Why I Love Goldie Hawn



Goldie Hawn as Gloria, Judy, Helen and Gwen


There are some movie stars who seem to have been around for ever and who have irritated me all my life; actors who have been in the business for fifty years plus and just will not quit and will not die. On the other hand, there are some actors who have had equally long careers, but who have always made happy and for whom one feels a special affection having, as it were, grown up with them. And Goldie Hawn belongs in this latter category ...

Maybe because I have a thing for beautiful Jewish women - particularly beautiful Jewish women who are also very funny - I'm always pleased to see Miss Hawn on screen and there are at least four of her films that I will watch whenever they are shown on TV:

Foul Play (dir. Colin Higgins, 1978); a romantic comedy thriller that pays homage to Hitchcock, starring Goldie as Gloria Mundy, a sexy-but-shy recently divorced librarian unwittingly caught up in a plot to assassinate the pope. It's not a great film: but it has some great scenes involving an albino, a dwarf, and a python. Podophiles might also like to note that Miss Hawn removes her shoes whilst climbing on to a fire escape in the rain. Click here to watch the official trailer.

Private Benjamin (dir. Howard Zieff, 1980); a rather sweet and old-fashioned comedy starring Goldie as Judy Benjamin, a 28-year-old Jewish American Princess* who decides - following the death of her husband on their wedding night - to join the US Army. Again, it's not a great film, but has some great scenes and is an excellent showcase for Hawn's comic persona and acting skills (as it is for co-star Eileen Brennan, as Capt. Doreen Lewis). Click here to watch the official trailer. 

Death Becomes Her (dir. Robert Zemeckis, 1992); a black comedy starring Goldie as Helen Sharp alongside Meryl Streep as her friend and rival Madeline Ashton; the pair drink an elixir of life - provided by Isabella Rossellini as Lisle Von Rhuman - that promises eternal youth, but which invariably leads to their downfall and destruction. Although it received mixed reviews from the critics, the film was a commercial success and has since becomes a favourite amongst the LGBT community who know a camp classic when they see one. Click here to watch the official trailer.

Housesitter (dir. Frank Oz, 1992); a screwball comedy starring Goldie as Gwen (actually, it's Jessica), an enchanting fantasist, and Steve Martin as the struggling (slightly reserved) architect Newton Davis whose life she turns upside down (in a nice way) by claiming to be his wife. Personally, I can't find anything not to love about this film (again, the critics can go fuck themselves) and whilst I'm sure Meg Ryan would've done a first rate job had she accepted the role of Gwen that she was initially offered, I'm pleased it went to Miss Hawn. Click here to watch the official trailer.

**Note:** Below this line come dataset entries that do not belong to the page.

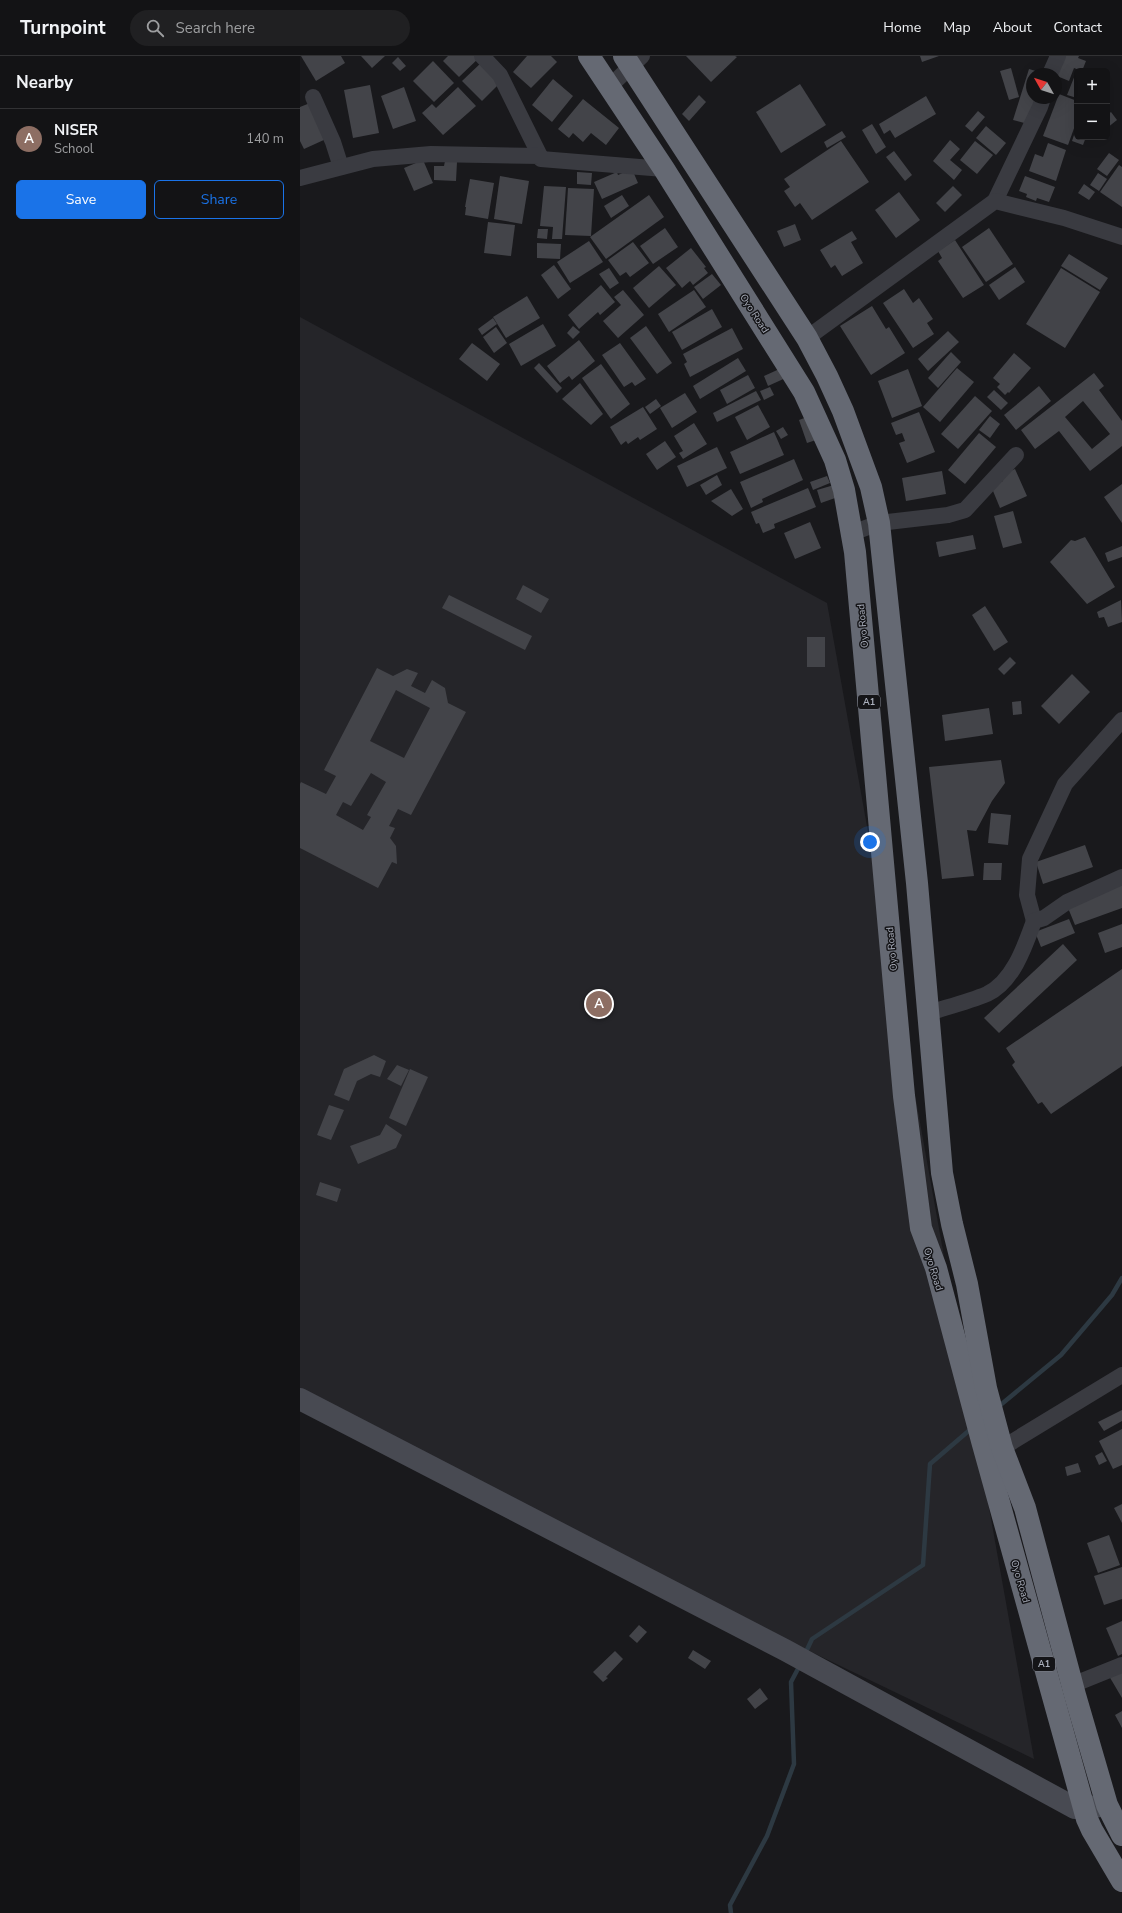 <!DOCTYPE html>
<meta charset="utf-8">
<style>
body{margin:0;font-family:"Nunito Sans",sans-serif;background:#202022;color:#f1f3f6}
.controls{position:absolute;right:12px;top:12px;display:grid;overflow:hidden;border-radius:6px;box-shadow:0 4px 16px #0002}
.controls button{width:36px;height:36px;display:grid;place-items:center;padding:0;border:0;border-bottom:1px solid #323234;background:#131315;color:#f1f3f6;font:20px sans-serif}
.compass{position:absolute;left:726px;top:12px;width:36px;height:36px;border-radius:50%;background:#131315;box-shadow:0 4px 16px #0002;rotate:309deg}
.you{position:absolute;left:570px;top:786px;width:14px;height:14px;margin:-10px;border:3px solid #fff;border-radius:50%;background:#1a73e8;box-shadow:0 0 0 6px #1a73e833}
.badge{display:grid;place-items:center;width:26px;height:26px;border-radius:50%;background:#1a73e8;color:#fff;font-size:13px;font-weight:700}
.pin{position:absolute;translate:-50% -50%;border:2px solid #fff;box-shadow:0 1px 4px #0006}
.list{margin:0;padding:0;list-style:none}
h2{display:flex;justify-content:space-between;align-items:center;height:52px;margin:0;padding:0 16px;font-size:17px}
h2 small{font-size:13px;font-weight:400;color:#9d9ea0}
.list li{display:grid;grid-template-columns:26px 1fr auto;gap:12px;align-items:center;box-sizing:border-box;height:60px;padding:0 16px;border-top:1px solid #323234}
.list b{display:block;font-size:15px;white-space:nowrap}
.list p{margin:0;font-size:13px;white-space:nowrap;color:#9d9ea0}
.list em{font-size:13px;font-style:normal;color:#9d9ea0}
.actions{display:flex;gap:8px;padding:12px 16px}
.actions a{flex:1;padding:9px 0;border:1px solid #1a73e8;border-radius:6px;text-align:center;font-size:14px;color:#1a73e8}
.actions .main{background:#1a73e8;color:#fff}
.icon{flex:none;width:22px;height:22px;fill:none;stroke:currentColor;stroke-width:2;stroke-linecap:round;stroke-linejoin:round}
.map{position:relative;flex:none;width:822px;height:1857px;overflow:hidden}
header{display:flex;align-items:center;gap:24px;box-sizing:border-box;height:56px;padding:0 20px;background:#131315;border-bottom:1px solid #323234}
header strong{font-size:19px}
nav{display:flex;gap:22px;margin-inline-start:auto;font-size:14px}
.search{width:280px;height:36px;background:#202022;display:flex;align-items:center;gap:10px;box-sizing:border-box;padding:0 14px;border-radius:22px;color:#9d9ea0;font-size:15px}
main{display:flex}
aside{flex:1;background:#131315}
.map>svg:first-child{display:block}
.built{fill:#252529}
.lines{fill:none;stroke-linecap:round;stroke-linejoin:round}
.stream{stroke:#2d3942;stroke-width:4.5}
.building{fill:#434449;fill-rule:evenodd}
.street{stroke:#3a3b41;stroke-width:16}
.secondary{stroke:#484a52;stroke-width:22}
.highway{stroke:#656973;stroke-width:22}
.labels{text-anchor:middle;stroke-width:3;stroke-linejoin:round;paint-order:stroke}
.shield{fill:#141417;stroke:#7e818b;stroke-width:1}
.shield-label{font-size:9px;font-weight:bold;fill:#abb0bd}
.street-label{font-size:10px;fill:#abb0bd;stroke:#141417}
</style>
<header>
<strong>Turnpoint</strong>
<div class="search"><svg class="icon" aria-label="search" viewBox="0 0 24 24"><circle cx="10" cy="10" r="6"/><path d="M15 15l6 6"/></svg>Search here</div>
<nav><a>Home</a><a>Map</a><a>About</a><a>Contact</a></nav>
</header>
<main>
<aside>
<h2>Nearby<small></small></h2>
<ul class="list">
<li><span class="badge" style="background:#8d6e63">A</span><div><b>NISER</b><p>School</p></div><em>140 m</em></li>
</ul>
<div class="actions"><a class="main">Save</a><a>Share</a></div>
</aside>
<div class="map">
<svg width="822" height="1857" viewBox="0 0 822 1857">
<rect width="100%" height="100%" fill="#19191c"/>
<path class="built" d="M0 261 527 547 734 1703 0 1350Z"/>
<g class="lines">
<g class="stream">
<path d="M698 1351 761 1299 812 1239 822 1222"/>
<path d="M505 1598 512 1583 623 1509 630 1408 672 1372"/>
<path d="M431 1857 430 1849 467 1780 494 1708 491 1626 500 1609"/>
</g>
</g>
<g class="building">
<path d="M1 0H41L45 7 16 25Z"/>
<path d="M61 0H85L72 12Z"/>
<path d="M148 0H181L159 21 143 5Z"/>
<path d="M227 0H251L257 6 231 32 213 16Z"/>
<path d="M386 0H435L437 1 411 26Z"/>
<path d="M620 0H639L622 6Z"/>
<path d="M765 0H779L778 2 786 5 782 15 774 12 769 25 757 20Z"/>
<path d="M98 1 106 10 100 15 92 7Z"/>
<path d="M133 5 154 27 134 46 113 25Z"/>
<path d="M182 6 202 25 182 45 162 25Z"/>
<path d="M711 12 719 41 709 44 700 15Z"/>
<path d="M729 13 746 18H732V42H735L728 68 713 64Z"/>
<path d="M775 19 777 20V42L767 39Z"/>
<path d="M253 23 273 40 252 66 232 49Z"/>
<path d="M500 28 526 69 481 97 456 56Z"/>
<path d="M70 29 79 77 53 82 44 34Z"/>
<path d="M104 31 116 65 93 73 81 40Z"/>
<path d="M158 31 176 50 143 79 122 57 132 48 136 52Z"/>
<path d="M759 38 777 45V64L768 89 743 80Z"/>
<path d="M399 39 406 46 389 65 382 58Z"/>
<path d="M626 40 636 58 595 82 590 74 584 78 579 68Z"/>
<path d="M283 43 319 72 306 89 291 77 283 86 273 77 269 82 258 73Z"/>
<path d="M10 47 26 83 4 93 0 85V51Z"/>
<path d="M678 55 685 61 672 76 665 70Z"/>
<path d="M811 56 817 64 807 72V59Z"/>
<path d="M572 68 586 91 576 98 562 74Z"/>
<path d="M686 70 706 87 696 99 676 82Z"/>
<path d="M777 70V81H786L783 89 772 85Z"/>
<path d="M542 75 546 81 527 92 524 86Z"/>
<path d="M650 84 660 93 650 104 662 114 654 124 633 105Z"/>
<path d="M541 85 569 126 512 164 500 147 495 151 484 135 490 131 484 123Z"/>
<path d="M675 85 693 99 677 118 660 104Z"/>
<path d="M748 87 766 94 756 125 729 115 735 98 743 101Z"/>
<path d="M594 95 612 119 605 125 586 101Z"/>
<path d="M809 97 819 104 807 120 797 113Z"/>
<path d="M123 104 133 127 114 135 104 112Z"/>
<path d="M145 105 157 106 156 125 134 124V110H144Z"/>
<path d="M819 109 822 111V151L800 136Z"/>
<path d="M332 113 338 127 302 143 294 126 317 116 318 119Z"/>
<path d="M277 116 292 117 291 129 277 128Z"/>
<path d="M798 117 807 123 799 135 790 129Z"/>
<path d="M200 120 229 125 222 168 194 163Z"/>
<path d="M725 120 755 131 749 146 737 142 736 145 726 141 727 138 719 135Z"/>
<path d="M170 123 194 127 188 163 165 159 166 151H165Z"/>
<path d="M784 128 795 136 789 144 778 137Z"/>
<path d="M244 130 266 131 262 183H252L253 171 240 170Z"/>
<path d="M653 130 662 139 645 156 636 147Z"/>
<path d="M268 132 294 133 291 180 265 179Z"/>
<path d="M599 136 620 164 596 182 575 154Z"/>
<path d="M322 139 329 150 311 162 304 150Z"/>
<path d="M349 139 364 161 306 203 290 181Z"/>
<path d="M188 166 215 169 211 200 184 197Z"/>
<path d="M495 168 501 184 484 191 477 175Z"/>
<path d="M365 172 378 191 353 208 340 190Z"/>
<path d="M689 172 713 208 686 226 662 191Z"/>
<path d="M238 173H248L247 183 237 182Z"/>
<path d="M552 175 557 183 551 186 563 207 542 220 535 209 531 212 520 194Z"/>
<path d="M655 184 684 229 663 242 638 205 642 202 638 195Z"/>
<path d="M289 185 303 206 270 227 257 206Z"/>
<path d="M333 186 349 207 330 221 326 216 320 220 308 204Z"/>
<path d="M237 187 261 188 260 203 237 202Z"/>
<path d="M391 192 406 211 404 212 408 217 393 229 390 225 382 232 366 212Z"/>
<path d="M769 198 808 222 800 234 761 210Z"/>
<path d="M254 209 271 233 258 243 241 219Z"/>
<path d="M359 210 376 229 349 252 333 232Z"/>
<path d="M715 211 725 226 699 244 689 229Z"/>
<path d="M309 212 319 227 310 233 299 218Z"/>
<path d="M761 212 800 236 765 292 726 268Z"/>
<path d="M412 218 421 229 403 243 394 231Z"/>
<path d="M301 229 315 246 300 259 298 256 279 273 268 259Z"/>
<path d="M604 233 613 247 619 242 633 263 627 267 634 278 613 292 583 247Z"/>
<path d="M323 234 344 259 318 282 303 265 321 249 314 241Z"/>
<path d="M394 234 406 251 369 276 358 258Z"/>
<path d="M227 240 240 262 206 282 193 261Z"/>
<path d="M572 250 586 273 589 271 605 297 571 319 540 270Z"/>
<path d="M412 253 422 271 382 294 372 276Z"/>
<path d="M193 262 197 268 182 279 178 273Z"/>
<path d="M243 268 256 290 221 310 209 288Z"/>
<path d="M273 270 280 276 273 283 267 277Z"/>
<path d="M346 270 372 307 357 318 330 282Z"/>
<path d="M196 271 207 287 194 297 183 281Z"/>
<path d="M432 272 443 293 390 321 384 308 387 306 383 298Z"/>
<path d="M648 275 659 286 628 315 618 303Z"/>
<path d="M279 284 295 305 272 324 269 320 260 327 247 310Z"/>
<path d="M172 287 200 308 187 325 159 303Z"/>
<path d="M320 287 346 323 335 330 332 326 324 331 302 299Z"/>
<path d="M651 296 661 306 638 332 628 322Z"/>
<path d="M714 297 731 312 709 337 708 336 705 339 697 331 700 328 693 322Z"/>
<path d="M438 302 446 315 400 343 393 330Z"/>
<path d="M239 307 262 332 257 337 234 312Z"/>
<path d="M301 308 330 348 311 363 282 322Z"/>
<path d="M486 310 490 320 468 330 464 320Z"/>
<path d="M657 312 674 326 640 366 623 351Z"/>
<path d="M608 313 622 350 592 362 578 325Z"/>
<path d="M794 317 804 330 799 334 822 365V390L790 415 759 375 735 393 721 374ZM783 345 810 378 792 393 765 361Z"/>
<path d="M448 319 455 332 427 348 420 334Z"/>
<path d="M280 327 303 358 291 369 262 343Z"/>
<path d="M739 330 751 345 716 374 704 359Z"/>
<path d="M470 331 474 339 464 344 460 335Z"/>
<path d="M694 334 708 347 701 354 687 341Z"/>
<path d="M456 335 461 344 417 366 413 357Z"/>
<path d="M385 337 397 356 372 372 360 352Z"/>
<path d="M675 340 692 355 658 393 641 378Z"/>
<path d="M356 343 361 350 350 358 345 351Z"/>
<path d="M458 349 470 371 447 384 435 361Z"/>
<path d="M343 351 357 373 340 384 338 381 328 388 326 385 321 389 310 371Z"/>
<path d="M619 356 635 396 607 407 599 387 605 385 602 377 596 379 591 367Z"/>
<path d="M690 360 700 368 690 382 679 374Z"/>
<path d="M507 361 519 383 507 387 499 364Z"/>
<path d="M394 367 407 388 383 403 379 397 383 395 374 380Z"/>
<path d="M483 371 488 379 481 383 476 375Z"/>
<path d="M474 376 484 399 440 418 430 396Z"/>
<path d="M679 377 696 391 665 428 648 414Z"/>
<path d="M365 385 376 401 357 414 346 398Z"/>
<path d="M417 391 427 412 387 431 377 410Z"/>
<path d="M494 403 503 424 462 443 463 446 451 452 440 426Z"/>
<path d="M715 413 727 440 700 452 691 430 703 425 701 419Z"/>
<path d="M642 415 646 438 606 445 602 422Z"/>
<path d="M417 419 422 429 406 439 400 429Z"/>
<path d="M527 420 530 427 513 434 510 426Z"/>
<path d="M822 428V467L804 441Z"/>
<path d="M534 429 538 441 521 447 517 434Z"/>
<path d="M508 432 516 451 474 468 475 472 463 477 459 467 456 468 451 456Z"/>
<path d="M431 433 443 453 432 460 411 445Z"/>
<path d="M713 455 722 487 703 492 694 460Z"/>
<path d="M510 466 521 492 495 503 484 477Z"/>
<path d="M673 479 676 493 639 501 636 486Z"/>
<path d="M785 481 815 531 787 548 750 506 771 484 775 485Z"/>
<path d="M822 490V501L808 506 805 497Z"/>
<path d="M223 529 249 543 241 557 216 543Z"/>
<path d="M149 539 232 580 225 594 142 552Z"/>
<path d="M821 544 822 566 808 571 804 561 799 562 797 556Z"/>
<path d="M685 550 708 586 694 595 672 559Z"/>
<rect x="507" y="581" width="18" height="30"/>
<path d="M710 601 716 607 704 619 698 613Z"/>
<path d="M77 612 93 620 107 613 118 617 111 630 125 637 132 624 145 632 148 647 166 656 111 759 98 753 89 770 95 772 90 782 96 790 97 808 92 806 78 832 0 792V728L1 726 26 738 36 720 24 714ZM96 634 130 652 104 702 70 685ZM71 717 86 726 67 759 71 761 63 774 36 759 43 746 51 750Z"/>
<path d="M772 618 790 636 759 668 741 650Z"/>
<path d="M721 645 722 658 713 659 712 646Z"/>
<path d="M689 652 693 678 645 685 642 659Z"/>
<path d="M701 704 705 727 692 745 676 775 667 774 674 820 642 823 629 711Z"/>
<path d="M691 757 711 759 708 789 688 787Z"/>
<path d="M785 789 793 811 743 828 736 806Z"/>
<path d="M684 807H702L701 824H683Z"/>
<path d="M822 826V852L775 869 766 847Z"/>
<path d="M769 863 775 877 741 891 735 876Z"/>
<path d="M822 868V891L805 897 798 877Z"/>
<path d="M763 888 777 904 699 977 684 962Z"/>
<path d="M822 913V1010L751 1058 742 1046 738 1048 712 1009 715 1006 706 992Z"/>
<path d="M74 999 86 1005 80 1021 71 1018 57 1025 49 1045 34 1039 44 1013Z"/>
<path d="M97 1009 109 1014 101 1030 87 1023Z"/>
<path d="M110 1013 128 1021 106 1070 89 1062Z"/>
<path d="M29 1049 44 1054 31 1084 17 1079Z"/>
<path d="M86 1068 102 1079 96 1092 58 1108 50 1090 80 1079Z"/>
<path d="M20 1126 41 1133 37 1146 16 1139Z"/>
<path d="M822 1354V1365L804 1375 798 1366Z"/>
<path d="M822 1373V1409L813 1413 799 1385Z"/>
<path d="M802 1396 807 1405 799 1409 795 1400Z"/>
<path d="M778 1407 781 1416 767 1420 765 1411Z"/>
<path d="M822 1448V1467L814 1452Z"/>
<path d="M809 1479 820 1509 798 1517 787 1487Z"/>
<path d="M822 1511V1543L804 1549 794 1520Z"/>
<path d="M822 1565V1598L818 1600 806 1572Z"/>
<path d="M339 1569 347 1576 337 1587 329 1580Z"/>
<path d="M393 1594 411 1605 405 1613 388 1602Z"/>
<path d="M315 1595 323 1603 306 1621 308 1622 303 1626 293 1616Z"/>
<path d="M822 1612V1642L809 1620Z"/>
<path d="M460 1632 468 1643 455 1653 447 1643Z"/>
<path d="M822 1655V1672L815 1659Z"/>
</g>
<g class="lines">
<g class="street">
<path d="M182 0 200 19 240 100"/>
<path d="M750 18 758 0"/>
<path d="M309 31 342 0"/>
<path d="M13 41 33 86 41 111"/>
<path d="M0 122 73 103 131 98 240 100 241 103 364 113"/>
<path d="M695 145 740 51 743 42"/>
<path d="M507 282 695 145 764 162 822 181"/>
<path d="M552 477 579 467 648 459 665 454 716 399"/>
<path d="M734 865 727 839 730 803 765 728 822 664"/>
<path d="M628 957C647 951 668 946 687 938 713 926 725 890 734 865L744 862 767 846 822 821"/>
<path d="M702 1392 822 1319"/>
<path d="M772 1629 822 1609"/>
</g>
<path class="secondary" d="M0 1343 485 1594 775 1752 802 1750"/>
<g class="highway">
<path d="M289 0 364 113 504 336 535 404 544 434 555 496 604 1040 621 1172 636 1212 682 1385 787 1763 792 1774 822 1825"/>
<path d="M324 0 507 282 527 320 543 355 571 431 579 467 617 827 642 1117 652 1168 667 1228 686 1332 702 1392 725 1452 775 1639 807 1749 822 1779"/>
</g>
</g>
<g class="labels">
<g class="shield">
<rect x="558" y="639" width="22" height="14" rx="3"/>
<rect x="733" y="1601" width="22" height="14" rx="3"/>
</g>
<g class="shield-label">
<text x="569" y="649">A1</text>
<text x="744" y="1611">A1</text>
</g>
<g class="street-label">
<text transform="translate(455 257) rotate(57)" y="4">Oyo Road</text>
<text transform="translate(562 570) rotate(-95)" y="4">Oyo Road</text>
<text transform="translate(591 893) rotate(-95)" y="4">Oyo Road</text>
<text transform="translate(634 1213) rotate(73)" y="4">Oyo Road</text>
<text transform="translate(721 1525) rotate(74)" y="4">Oyo Road</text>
</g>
</g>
</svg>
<div class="controls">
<button>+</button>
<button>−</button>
</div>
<svg class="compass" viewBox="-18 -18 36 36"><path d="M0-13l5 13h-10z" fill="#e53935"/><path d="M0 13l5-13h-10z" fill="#9d9ea0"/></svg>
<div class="you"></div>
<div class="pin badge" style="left:299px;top:948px;background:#8d6e63">A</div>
</div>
</main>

* Note: I'm aware, of course, of the pejorative and, indeed, dangerous aspect of stereotypes - not least racial and sexual stereotypes such as this one, which portrays young Jewish women from a privileged background as shallow, selfish, and slightly neurotic. Although partly constructed and popularised as a post-War stereotype by Jewish writers and comedians, it's hard to disagree with those who point out elements of both sexism and anti-Semitism. Whether Private Benjamin reinforces or satirises the stereotype is something viewers will have to decide, but it's interesting that in recent years some Jewish women have attempted to re-appropriate the term JAP and affirm it as part of their cultural identity.